There are two misfortunes to being an English major: the inevitable war with your family to legitimize the value of your degree and the battle against the backhanded “So you want to be a teacher?” question. For some, it’s a constant struggle.
But, in striving to disassociate myself from teaching, I’m guilty of the same crime that many undergraduates commit: vilifying the teaching profession. While the rewards of teaching are primarily intrinsic, there’s also a deeply humanitarian aspect to it that we would all do well to respect and consider: the opportunity to inspire.
Last week, a number of the state’s best educators came to VCU to do just that.
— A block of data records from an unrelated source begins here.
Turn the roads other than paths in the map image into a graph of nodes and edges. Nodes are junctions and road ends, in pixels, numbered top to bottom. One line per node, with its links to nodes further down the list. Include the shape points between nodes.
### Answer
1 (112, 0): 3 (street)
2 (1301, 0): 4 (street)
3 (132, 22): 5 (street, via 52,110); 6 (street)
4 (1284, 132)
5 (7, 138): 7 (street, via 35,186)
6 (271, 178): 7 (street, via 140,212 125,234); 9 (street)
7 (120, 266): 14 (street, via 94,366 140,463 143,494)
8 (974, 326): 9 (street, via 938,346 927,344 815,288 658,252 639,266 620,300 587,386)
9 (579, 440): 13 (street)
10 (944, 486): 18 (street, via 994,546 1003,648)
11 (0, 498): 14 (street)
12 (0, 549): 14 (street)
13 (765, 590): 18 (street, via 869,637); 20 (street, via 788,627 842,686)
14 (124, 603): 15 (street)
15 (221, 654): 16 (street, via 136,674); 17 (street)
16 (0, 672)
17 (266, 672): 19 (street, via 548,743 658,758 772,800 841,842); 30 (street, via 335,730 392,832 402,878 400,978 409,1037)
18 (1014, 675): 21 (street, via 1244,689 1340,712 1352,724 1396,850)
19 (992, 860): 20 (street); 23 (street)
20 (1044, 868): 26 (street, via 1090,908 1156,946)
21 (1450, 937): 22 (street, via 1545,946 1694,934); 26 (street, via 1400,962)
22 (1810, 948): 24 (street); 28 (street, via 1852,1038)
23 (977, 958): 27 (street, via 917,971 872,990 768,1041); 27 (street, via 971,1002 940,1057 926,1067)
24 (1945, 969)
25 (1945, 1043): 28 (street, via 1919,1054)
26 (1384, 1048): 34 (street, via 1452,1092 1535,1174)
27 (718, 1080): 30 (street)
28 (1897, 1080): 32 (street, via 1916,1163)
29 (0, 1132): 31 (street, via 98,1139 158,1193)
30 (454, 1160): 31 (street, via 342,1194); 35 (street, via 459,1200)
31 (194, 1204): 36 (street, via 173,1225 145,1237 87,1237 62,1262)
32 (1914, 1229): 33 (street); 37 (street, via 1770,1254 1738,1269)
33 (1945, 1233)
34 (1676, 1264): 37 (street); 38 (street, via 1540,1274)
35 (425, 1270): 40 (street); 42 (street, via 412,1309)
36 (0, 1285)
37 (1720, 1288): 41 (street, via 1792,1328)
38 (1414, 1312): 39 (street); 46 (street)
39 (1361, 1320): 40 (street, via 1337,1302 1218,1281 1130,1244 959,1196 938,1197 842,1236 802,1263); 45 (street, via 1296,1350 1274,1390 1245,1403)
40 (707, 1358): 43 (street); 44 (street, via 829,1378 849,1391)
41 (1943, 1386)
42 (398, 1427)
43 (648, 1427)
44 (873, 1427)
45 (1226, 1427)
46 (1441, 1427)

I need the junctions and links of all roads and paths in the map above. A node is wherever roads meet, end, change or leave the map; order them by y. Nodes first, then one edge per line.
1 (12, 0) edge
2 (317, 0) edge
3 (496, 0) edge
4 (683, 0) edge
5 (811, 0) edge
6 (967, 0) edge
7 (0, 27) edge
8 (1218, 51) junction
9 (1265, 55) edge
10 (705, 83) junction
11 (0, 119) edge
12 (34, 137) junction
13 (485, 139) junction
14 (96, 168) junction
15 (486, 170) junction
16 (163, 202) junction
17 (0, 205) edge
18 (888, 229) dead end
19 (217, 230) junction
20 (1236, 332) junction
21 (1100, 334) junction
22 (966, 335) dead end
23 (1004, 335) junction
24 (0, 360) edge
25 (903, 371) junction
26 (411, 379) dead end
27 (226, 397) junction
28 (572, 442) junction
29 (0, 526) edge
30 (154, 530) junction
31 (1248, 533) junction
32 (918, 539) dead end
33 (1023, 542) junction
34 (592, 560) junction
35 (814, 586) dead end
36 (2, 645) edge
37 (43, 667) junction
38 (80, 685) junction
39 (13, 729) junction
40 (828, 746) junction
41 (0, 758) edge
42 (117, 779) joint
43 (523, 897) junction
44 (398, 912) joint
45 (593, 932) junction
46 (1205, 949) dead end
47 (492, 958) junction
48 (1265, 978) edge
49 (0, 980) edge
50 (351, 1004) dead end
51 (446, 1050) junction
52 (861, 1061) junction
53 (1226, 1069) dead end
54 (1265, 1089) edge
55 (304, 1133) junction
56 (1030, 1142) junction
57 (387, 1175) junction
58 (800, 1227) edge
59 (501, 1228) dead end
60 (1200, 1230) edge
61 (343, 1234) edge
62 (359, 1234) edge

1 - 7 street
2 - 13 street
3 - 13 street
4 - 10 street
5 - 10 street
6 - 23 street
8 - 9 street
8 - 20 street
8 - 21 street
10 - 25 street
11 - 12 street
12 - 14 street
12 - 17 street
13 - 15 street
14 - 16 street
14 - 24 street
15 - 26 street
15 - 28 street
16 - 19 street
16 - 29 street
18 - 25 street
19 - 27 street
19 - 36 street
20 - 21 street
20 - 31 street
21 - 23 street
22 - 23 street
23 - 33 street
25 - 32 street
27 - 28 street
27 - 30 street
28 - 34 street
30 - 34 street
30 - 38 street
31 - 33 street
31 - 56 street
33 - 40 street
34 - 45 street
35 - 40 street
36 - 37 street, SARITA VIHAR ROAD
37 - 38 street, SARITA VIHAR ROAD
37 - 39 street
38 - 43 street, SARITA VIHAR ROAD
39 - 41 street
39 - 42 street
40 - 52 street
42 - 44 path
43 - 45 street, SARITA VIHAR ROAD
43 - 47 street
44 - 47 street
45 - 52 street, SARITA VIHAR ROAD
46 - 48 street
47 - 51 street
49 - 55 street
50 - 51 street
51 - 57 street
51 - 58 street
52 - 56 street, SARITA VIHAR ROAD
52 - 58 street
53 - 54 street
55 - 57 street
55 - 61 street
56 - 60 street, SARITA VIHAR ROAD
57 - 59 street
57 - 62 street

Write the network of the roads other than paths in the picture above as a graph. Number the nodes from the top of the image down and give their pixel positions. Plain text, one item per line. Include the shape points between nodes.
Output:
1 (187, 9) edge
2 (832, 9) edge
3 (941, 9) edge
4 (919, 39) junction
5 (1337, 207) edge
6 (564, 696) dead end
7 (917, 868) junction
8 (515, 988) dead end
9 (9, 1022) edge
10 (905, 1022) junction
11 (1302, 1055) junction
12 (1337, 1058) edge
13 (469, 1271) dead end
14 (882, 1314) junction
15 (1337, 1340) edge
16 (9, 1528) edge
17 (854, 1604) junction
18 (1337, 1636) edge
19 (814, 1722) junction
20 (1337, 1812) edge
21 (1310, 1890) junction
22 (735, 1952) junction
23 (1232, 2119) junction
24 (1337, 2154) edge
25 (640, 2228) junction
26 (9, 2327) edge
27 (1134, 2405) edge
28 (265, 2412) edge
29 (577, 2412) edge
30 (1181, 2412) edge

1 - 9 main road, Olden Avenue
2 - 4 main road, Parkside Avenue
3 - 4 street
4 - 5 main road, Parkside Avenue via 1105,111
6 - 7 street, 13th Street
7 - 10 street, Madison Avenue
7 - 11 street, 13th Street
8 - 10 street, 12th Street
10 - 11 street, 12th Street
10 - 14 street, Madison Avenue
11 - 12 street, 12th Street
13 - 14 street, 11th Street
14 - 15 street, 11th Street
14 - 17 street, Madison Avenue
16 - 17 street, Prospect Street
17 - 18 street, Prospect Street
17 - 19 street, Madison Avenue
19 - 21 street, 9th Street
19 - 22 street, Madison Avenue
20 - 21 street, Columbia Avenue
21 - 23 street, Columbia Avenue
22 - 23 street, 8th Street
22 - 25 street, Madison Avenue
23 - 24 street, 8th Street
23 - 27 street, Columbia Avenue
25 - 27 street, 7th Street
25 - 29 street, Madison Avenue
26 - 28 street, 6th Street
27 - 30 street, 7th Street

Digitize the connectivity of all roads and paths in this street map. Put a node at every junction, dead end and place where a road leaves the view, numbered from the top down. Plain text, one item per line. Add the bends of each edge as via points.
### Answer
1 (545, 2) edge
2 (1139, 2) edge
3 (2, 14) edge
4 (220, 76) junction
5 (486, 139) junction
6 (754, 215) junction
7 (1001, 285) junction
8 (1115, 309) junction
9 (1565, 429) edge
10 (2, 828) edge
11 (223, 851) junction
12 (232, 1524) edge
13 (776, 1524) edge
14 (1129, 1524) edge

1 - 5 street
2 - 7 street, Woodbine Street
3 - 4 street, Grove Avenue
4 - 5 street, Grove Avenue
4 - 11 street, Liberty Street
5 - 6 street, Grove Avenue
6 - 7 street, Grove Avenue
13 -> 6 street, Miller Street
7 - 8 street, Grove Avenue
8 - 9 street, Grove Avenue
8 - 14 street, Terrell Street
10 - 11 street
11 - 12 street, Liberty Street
Members of the Teachers of Promise Institute and the Virginia Milken Educator Network work to inspire undergraduate and graduate student-teachers prior to receiving their first teaching position. At the two-day event, student-teachers, paired with mentors, attended and participated in seminars and group discussions.
One of the troubling truths to come out of the event, however, is that it’s not publically funded. Funding comes largely from private donations through the Teachers of Promise Foundation, according to event organizers. The lack of public funding indicates a lack of government involvement.
Local and state governments have undergone budget cuts to the education budget, cuts that might suggest they’re less inclined to care about the welfare of the public education system. To counteract those cuts, they need to support initiatives that reach out to college students of all majors, even if they haven’t expressed an interest in teaching.
While teaching certainly isn’t a career for everyone, it’s an opportunity that everyone should consider because it allows us to give back and significantly improve the public education system that helped shape us into who we are today. In spite of the many misgivings those of us who went to public school might have about our upbringing, it’s a large factor in who we are today.
It’s no surprise that public education is, at times, static, unintentionally oppressive and fraught with inefficiencies. Bluntly put, some of us were abused by the system. We can all cite a point in our public school experience where we thought “I wish (the teacher or the school administrators) would…”
Now, we can make those changes.
America needs teachers who see themselves as fresh individuals to inspire the millions of students who spend roughly seven hours a day in classrooms.
The teaching profession is in great need of men, minorities and young adults to adapt to the changing populace. According to the National Center for Education Statistics, only about 24 percent of teachers are males. The Bureau of Labor Statistics found that only about 9 percent of the nation’s 6.5 million teachers are African-American.
Teachers need to be as active, engaged and diverse as their students. They need to be as reflective of the modern American experience as their students.
With the proliferation of digital technologies and social media websites, our generation has a relationship with the upcoming generations that hasn’t been available in years.
We owe it to the more than 50 million children in the public school system, including our own future children, nieces and nephews, to do our part to help reconstruct and modernize our system of education. Public schools are a multi-billion dollar sector of our economy, not counting the innumerable opportunity cost within each of those 50 million children.